__Work order__. The entries shown below are to be printed in full, unaltered.

__Record extracts__.
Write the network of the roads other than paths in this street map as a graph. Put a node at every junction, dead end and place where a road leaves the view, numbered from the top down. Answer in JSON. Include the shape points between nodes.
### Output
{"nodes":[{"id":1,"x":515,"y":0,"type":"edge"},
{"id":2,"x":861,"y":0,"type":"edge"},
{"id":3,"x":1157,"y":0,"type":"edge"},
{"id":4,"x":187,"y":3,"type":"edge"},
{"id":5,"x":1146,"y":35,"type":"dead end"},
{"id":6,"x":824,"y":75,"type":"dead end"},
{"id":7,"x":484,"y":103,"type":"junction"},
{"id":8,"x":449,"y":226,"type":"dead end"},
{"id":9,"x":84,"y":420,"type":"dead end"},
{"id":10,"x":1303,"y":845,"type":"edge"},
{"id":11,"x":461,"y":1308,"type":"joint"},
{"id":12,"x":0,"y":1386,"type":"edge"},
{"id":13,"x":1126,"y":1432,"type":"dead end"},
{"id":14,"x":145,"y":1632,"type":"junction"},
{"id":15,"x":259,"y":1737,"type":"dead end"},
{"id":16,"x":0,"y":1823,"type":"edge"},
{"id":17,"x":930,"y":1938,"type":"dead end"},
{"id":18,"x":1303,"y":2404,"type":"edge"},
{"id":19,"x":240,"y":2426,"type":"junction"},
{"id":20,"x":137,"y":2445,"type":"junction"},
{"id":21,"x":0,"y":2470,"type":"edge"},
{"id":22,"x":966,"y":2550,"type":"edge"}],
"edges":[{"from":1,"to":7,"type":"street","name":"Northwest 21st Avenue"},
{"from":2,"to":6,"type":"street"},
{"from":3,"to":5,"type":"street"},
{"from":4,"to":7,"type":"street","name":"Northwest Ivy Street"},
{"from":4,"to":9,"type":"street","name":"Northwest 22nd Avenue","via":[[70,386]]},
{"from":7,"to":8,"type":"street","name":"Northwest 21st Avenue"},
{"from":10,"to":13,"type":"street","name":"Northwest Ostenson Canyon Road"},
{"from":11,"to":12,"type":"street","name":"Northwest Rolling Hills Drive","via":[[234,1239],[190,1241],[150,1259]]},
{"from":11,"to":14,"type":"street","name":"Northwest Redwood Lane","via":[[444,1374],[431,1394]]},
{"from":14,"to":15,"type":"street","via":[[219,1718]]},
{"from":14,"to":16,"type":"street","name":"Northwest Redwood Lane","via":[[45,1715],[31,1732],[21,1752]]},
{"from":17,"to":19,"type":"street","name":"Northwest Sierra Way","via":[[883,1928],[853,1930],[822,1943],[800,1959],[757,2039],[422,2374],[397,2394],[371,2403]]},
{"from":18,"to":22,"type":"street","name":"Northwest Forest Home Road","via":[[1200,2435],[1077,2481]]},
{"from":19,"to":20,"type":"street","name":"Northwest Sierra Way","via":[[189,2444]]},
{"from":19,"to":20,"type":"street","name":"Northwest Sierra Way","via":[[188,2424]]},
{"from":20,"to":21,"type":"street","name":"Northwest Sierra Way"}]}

__Answer box__.
Write the network of the roads other than paths in this street map as a graph. Put a node at every junction, dead end and place where a road leaves the view, numbered from the top down. Answer in JSON. Include the shape points between nodes.
### Output
{"nodes":[{"id":1,"x":515,"y":0,"type":"edge"},
{"id":2,"x":861,"y":0,"type":"edge"},
{"id":3,"x":1157,"y":0,"type":"edge"},
{"id":4,"x":187,"y":3,"type":"edge"},
{"id":5,"x":1146,"y":35,"type":"dead end"},
{"id":6,"x":824,"y":75,"type":"dead end"},
{"id":7,"x":484,"y":103,"type":"junction"},
{"id":8,"x":449,"y":226,"type":"dead end"},
{"id":9,"x":84,"y":420,"type":"dead end"},
{"id":10,"x":1303,"y":845,"type":"edge"},
{"id":11,"x":461,"y":1308,"type":"joint"},
{"id":12,"x":0,"y":1386,"type":"edge"},
{"id":13,"x":1126,"y":1432,"type":"dead end"},
{"id":14,"x":145,"y":1632,"type":"junction"},
{"id":15,"x":259,"y":1737,"type":"dead end"},
{"id":16,"x":0,"y":1823,"type":"edge"},
{"id":17,"x":930,"y":1938,"type":"dead end"},
{"id":18,"x":1303,"y":2404,"type":"edge"},
{"id":19,"x":240,"y":2426,"type":"junction"},
{"id":20,"x":137,"y":2445,"type":"junction"},
{"id":21,"x":0,"y":2470,"type":"edge"},
{"id":22,"x":966,"y":2550,"type":"edge"}],
"edges":[{"from":1,"to":7,"type":"street","name":"Northwest 21st Avenue"},
{"from":2,"to":6,"type":"street"},
{"from":3,"to":5,"type":"street"},
{"from":4,"to":7,"type":"street","name":"Northwest Ivy Street"},
{"from":4,"to":9,"type":"street","name":"Northwest 22nd Avenue","via":[[70,386]]},
{"from":7,"to":8,"type":"street","name":"Northwest 21st Avenue"},
{"from":10,"to":13,"type":"street","name":"Northwest Ostenson Canyon Road"},
{"from":11,"to":12,"type":"street","name":"Northwest Rolling Hills Drive","via":[[234,1239],[190,1241],[150,1259]]},
{"from":11,"to":14,"type":"street","name":"Northwest Redwood Lane","via":[[444,1374],[431,1394]]},
{"from":14,"to":15,"type":"street","via":[[219,1718]]},
{"from":14,"to":16,"type":"street","name":"Northwest Redwood Lane","via":[[45,1715],[31,1732],[21,1752]]},
{"from":17,"to":19,"type":"street","name":"Northwest Sierra Way","via":[[883,1928],[853,1930],[822,1943],[800,1959],[757,2039],[422,2374],[397,2394],[371,2403]]},
{"from":18,"to":22,"type":"street","name":"Northwest Forest Home Road","via":[[1200,2435],[1077,2481]]},
{"from":19,"to":20,"type":"street","name":"Northwest Sierra Way","via":[[189,2444]]},
{"from":19,"to":20,"type":"street","name":"Northwest Sierra Way","via":[[188,2424]]},
{"from":20,"to":21,"type":"street","name":"Northwest Sierra Way"}]}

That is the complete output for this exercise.